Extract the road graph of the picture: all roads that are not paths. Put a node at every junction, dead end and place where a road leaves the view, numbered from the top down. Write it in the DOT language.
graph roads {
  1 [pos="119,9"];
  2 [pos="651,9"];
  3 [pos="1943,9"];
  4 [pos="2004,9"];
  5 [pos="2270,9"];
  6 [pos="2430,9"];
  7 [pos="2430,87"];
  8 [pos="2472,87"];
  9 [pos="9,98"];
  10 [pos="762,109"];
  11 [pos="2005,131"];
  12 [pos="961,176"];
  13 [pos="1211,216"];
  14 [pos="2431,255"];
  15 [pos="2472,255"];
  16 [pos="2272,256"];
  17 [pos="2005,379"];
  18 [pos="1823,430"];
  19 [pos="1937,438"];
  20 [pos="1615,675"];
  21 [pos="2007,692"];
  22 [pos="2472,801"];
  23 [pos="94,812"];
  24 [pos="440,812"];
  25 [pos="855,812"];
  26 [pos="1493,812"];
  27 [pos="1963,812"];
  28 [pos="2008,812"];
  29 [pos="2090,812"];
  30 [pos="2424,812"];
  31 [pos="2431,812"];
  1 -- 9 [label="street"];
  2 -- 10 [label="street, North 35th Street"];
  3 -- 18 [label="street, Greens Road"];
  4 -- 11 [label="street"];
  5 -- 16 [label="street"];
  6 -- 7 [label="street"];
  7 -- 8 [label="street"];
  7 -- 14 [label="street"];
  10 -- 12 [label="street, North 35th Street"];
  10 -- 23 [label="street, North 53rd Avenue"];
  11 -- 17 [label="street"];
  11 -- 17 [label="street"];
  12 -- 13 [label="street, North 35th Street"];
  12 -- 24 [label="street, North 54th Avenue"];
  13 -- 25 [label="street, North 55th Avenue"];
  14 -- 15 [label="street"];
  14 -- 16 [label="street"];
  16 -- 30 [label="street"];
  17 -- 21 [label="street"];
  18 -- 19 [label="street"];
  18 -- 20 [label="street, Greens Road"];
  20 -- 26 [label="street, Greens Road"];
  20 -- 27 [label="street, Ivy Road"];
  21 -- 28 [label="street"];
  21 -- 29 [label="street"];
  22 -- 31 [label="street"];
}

+-------+

-- To do --
Only lines holding the word "Greens" are wanted, so copy each of them from the records above.

-- Exercise result --
  3 -- 18 [label="street, Greens Road"];
  18 -- 20 [label="street, Greens Road"];
  20 -- 26 [label="street, Greens Road"];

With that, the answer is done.